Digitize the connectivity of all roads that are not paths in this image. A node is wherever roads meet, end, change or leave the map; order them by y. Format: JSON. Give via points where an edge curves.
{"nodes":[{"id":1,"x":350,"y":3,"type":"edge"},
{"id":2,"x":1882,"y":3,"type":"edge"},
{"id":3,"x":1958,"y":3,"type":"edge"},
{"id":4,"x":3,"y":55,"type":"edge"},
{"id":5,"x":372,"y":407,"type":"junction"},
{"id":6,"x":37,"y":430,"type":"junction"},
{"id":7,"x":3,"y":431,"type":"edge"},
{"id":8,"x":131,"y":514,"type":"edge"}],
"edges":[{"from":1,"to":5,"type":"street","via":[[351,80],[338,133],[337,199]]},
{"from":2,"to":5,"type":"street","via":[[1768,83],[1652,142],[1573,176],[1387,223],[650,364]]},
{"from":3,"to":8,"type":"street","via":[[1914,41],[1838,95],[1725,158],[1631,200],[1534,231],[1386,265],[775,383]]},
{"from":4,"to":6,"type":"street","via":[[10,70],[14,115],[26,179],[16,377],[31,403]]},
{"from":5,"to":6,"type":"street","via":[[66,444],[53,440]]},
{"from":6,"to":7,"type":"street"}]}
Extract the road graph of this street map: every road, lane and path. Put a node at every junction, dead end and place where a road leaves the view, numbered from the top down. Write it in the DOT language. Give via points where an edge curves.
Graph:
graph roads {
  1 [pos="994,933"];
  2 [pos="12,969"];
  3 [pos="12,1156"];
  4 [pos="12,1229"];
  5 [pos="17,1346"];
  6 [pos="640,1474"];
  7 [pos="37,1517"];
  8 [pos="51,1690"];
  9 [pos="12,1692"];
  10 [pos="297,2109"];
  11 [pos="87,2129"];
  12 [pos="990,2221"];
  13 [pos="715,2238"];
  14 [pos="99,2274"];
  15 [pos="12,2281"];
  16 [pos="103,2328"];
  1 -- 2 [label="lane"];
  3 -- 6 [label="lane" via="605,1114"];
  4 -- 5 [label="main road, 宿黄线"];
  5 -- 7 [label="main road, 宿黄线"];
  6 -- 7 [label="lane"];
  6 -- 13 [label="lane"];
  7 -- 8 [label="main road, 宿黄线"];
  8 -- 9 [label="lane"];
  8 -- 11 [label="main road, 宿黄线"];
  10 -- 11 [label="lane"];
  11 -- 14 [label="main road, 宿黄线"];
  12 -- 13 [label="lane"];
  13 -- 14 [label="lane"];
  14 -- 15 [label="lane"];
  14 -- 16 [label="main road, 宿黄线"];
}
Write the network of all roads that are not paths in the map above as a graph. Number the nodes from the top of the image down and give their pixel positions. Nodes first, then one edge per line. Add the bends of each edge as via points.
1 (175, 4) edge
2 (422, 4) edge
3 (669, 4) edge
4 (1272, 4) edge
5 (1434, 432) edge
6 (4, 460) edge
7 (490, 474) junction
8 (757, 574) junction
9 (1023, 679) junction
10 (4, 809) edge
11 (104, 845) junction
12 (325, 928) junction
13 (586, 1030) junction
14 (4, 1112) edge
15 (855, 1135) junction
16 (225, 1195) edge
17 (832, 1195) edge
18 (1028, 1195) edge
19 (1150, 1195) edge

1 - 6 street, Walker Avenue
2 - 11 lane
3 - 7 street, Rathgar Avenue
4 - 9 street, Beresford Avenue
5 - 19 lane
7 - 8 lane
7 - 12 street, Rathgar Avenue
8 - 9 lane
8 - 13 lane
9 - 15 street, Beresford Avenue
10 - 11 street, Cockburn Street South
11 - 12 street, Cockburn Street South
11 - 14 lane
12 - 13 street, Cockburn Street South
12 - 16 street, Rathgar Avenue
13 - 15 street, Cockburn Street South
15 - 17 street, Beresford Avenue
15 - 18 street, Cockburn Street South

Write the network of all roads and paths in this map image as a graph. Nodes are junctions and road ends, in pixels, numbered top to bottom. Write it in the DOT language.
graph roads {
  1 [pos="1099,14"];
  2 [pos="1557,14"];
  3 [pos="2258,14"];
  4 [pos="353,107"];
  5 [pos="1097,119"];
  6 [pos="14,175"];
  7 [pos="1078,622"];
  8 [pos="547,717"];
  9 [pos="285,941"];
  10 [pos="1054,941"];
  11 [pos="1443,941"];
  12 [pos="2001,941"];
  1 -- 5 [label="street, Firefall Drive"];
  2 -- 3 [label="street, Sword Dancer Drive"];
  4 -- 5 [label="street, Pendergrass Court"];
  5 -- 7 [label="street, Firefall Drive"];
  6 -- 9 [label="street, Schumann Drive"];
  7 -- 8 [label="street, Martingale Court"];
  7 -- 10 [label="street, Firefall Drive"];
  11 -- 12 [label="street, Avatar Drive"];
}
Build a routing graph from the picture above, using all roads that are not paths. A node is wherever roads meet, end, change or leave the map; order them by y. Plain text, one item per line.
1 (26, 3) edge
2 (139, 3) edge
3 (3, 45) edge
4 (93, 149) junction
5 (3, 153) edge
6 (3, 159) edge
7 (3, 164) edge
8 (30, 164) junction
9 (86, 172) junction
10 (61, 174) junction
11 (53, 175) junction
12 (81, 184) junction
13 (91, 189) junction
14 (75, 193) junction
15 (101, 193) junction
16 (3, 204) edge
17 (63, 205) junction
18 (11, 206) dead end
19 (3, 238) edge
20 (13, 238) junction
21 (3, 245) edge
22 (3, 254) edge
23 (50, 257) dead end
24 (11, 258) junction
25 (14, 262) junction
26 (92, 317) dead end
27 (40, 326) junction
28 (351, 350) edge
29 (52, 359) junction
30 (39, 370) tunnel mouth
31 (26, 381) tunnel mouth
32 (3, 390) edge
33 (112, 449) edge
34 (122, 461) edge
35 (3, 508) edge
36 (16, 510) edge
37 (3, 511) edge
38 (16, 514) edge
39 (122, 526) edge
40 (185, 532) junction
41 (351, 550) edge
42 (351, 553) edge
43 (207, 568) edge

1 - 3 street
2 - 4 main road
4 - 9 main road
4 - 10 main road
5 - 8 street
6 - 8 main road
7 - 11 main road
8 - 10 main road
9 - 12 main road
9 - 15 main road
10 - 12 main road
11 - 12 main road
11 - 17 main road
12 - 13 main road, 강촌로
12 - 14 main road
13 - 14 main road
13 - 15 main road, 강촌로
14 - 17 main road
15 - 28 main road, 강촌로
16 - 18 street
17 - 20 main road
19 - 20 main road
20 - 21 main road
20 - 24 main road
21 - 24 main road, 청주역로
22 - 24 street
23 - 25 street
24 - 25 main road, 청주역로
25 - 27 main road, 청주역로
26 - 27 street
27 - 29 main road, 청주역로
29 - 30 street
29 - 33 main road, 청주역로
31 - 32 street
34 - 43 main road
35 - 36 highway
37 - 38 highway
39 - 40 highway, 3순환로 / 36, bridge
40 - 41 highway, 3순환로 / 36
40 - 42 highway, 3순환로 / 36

———

Exactly as written, please transcribe the lines from the start of the records above to the line that holds "Extract the road", both ends included.

Digitize the connectivity of all roads that are not paths in this image. A node is wherever roads meet, end, change or leave the map; order them by y. Format: JSON. Give via points where an edge curves.
{"nodes":[{"id":1,"x":350,"y":3,"type":"edge"},
{"id":2,"x":1882,"y":3,"type":"edge"},
{"id":3,"x":1958,"y":3,"type":"edge"},
{"id":4,"x":3,"y":55,"type":"edge"},
{"id":5,"x":372,"y":407,"type":"junction"},
{"id":6,"x":37,"y":430,"type":"junction"},
{"id":7,"x":3,"y":431,"type":"edge"},
{"id":8,"x":131,"y":514,"type":"edge"}],
"edges":[{"from":1,"to":5,"type":"street","via":[[351,80],[338,133],[337,199]]},
{"from":2,"to":5,"type":"street","via":[[1768,83],[1652,142],[1573,176],[1387,223],[650,364]]},
{"from":3,"to":8,"type":"street","via":[[1914,41],[1838,95],[1725,158],[1631,200],[1534,231],[1386,265],[775,383]]},
{"from":4,"to":6,"type":"street","via":[[10,70],[14,115],[26,179],[16,377],[31,403]]},
{"from":5,"to":6,"type":"street","via":[[66,444],[53,440]]},
{"from":6,"to":7,"type":"street"}]}
Extract the road graph of this street map: every road, lane and path. Put a node at every junction, dead end and place where a road leaves the view, numbered from the top down. Write it in the DOT language. Give via points where an edge curves.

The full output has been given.